■ Stored data ■
┄┄┄┄┄┄

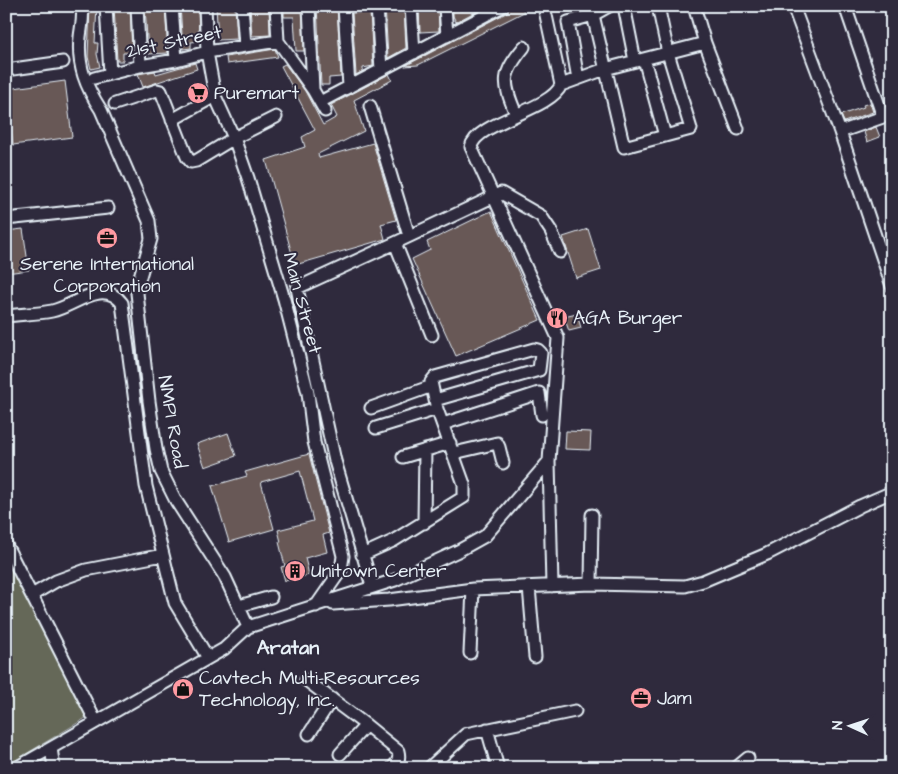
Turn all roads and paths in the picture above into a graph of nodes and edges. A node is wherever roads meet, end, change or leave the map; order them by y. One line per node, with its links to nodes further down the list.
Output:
1 (82, 6): 89 (street, NMPI Road)
2 (106, 6): 37 (street)
3 (137, 6): 33 (street)
4 (172, 6): 30 (street)
5 (205, 6): 27 (street, Main Street)
6 (242, 6): 25 (street)
7 (276, 6): 23 (street)
8 (308, 6): 42 (street)
9 (344, 6): 41 (street)
10 (378, 6): 36 (street)
11 (412, 6): 28 (street)
12 (445, 6): 22 (street)
13 (503, 6): 22 (street)
14 (544, 6): 40 (street)
15 (609, 6): 21 (street)
16 (624, 6): 31 (street)
17 (658, 6): 29 (street)
18 (694, 6): 24 (street)
19 (793, 6): 51 (street)
20 (845, 6): 48 (street)
21 (593, 15): 34 (street); 39 (street)
22 (446, 36): 28 (street)
23 (278, 41): 25 (street, 21st Street); 42 (street)
24 (705, 43): 29 (street); 50 (street)
25 (245, 45): 27 (street, 21st Street)
26 (524, 47): 46 (street)
27 (207, 52): 30 (street, 21st Street); 43 (street, Main Street)
28 (414, 53): 36 (street)
29 (668, 53): 31 (street); 52 (street)
30 (176, 60): 33 (street, 21st Street)
31 (639, 60): 34 (street); 52 (street)
32 (63, 62): 35 (street)
33 (140, 66): 37 (street, 21st Street)
34 (605, 69): 39 (street); 52 (street)
35 (6, 70)
36 (381, 70): 41 (street)
37 (110, 74): 38 (street, 21st Street)
38 (94, 78)
39 (578, 79): 40 (street)
40 (560, 85): 46 (street)
41 (349, 87): 42 (street)
42 (313, 90)
43 (215, 96): 49 (street); 53 (street, Main Street)
44 (116, 104): 49 (street)
45 (370, 106): 57 (street)
46 (516, 114): 54 (street)
47 (276, 116): 53 (street)
48 (887, 116): 51 (street)
49 (172, 120): 53 (street)
50 (738, 129)
51 (840, 132): 60 (street)
52 (665, 136)
53 (234, 138): 90 (street, Main Street)
54 (494, 197): 57 (street); 59 (street); 74 (street)
55 (108, 208): 56 (street)
56 (6, 219)
57 (409, 236): 58 (street)
58 (395, 244): 62 (street); 80 (street)
59 (560, 252)
60 (892, 286)
61 (6, 316): 81 (street)
62 (432, 335)
63 (540, 370): 64 (street); 65 (street); 66 (street)
64 (432, 386): 66 (street); 67 (street)
65 (539, 392): 68 (street); 69 (street)
66 (436, 404): 69 (street); 70 (street)
67 (371, 408)
68 (542, 415)
69 (442, 424): 71 (street)
70 (376, 428)
71 (452, 448): 72 (street); 75 (street); 78 (street)
72 (425, 450): 73 (street); 78 (street)
73 (403, 457)
74 (548, 461): 83 (street); 84 (street)
75 (502, 463)
76 (892, 492): 82 (street)
77 (592, 515): 82 (street)
78 (424, 523): 80 (street)
79 (6, 545): 87 (street)
80 (362, 554): 83 (street)
81 (163, 555): 87 (street); 94 (street)
82 (591, 584): 84 (street)
83 (372, 586): 90 (street)
84 (552, 586): 85 (street)
85 (529, 587): 86 (street); 93 (street)
86 (473, 589): 90 (street); 92 (street)
87 (32, 595): 98 (street)
88 (271, 597): 89 (street)
89 (239, 606): 91 (street, NMPI Road)
90 (316, 606): 91 (street)
91 (248, 626): 94 (street)
92 (470, 653)
93 (535, 657)
94 (208, 658): 98 (street)
95 (306, 680): 96 (street)
96 (332, 699): 99 (street); 101 (street)
97 (575, 711): 100 (street)
98 (96, 722): 102 (street)
99 (366, 725): 103 (street); 107 (street)
100 (486, 729): 108 (street); 109 (street)
101 (309, 734)
102 (51, 748): 105 (street); 106 (street)
103 (340, 754)
104 (748, 758): 110 (street)
105 (16, 768)
106 (54, 768)
107 (392, 768)
108 (429, 768)
109 (498, 768)
110 (736, 768)

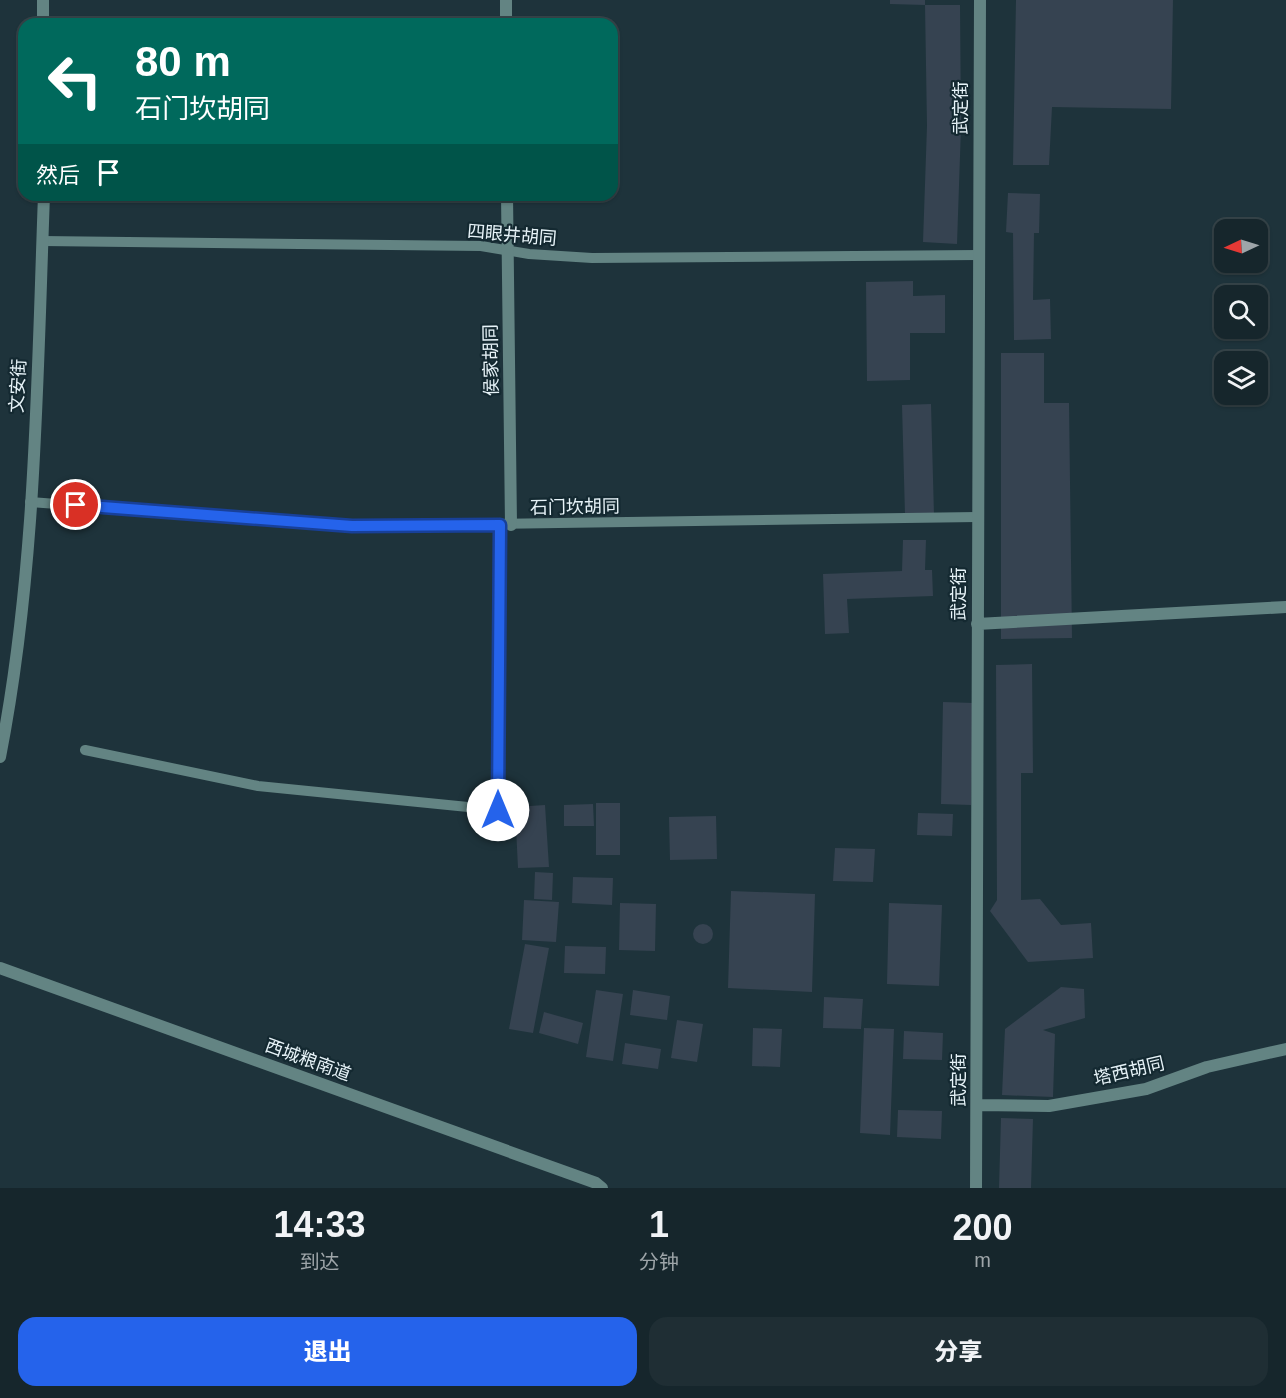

┄┄┄┄┄┄

■ What to produce ■
Scan the entries for lines with the word "NMPI". The number of such lines is the whole answer.

■ Result for this exercise ■
2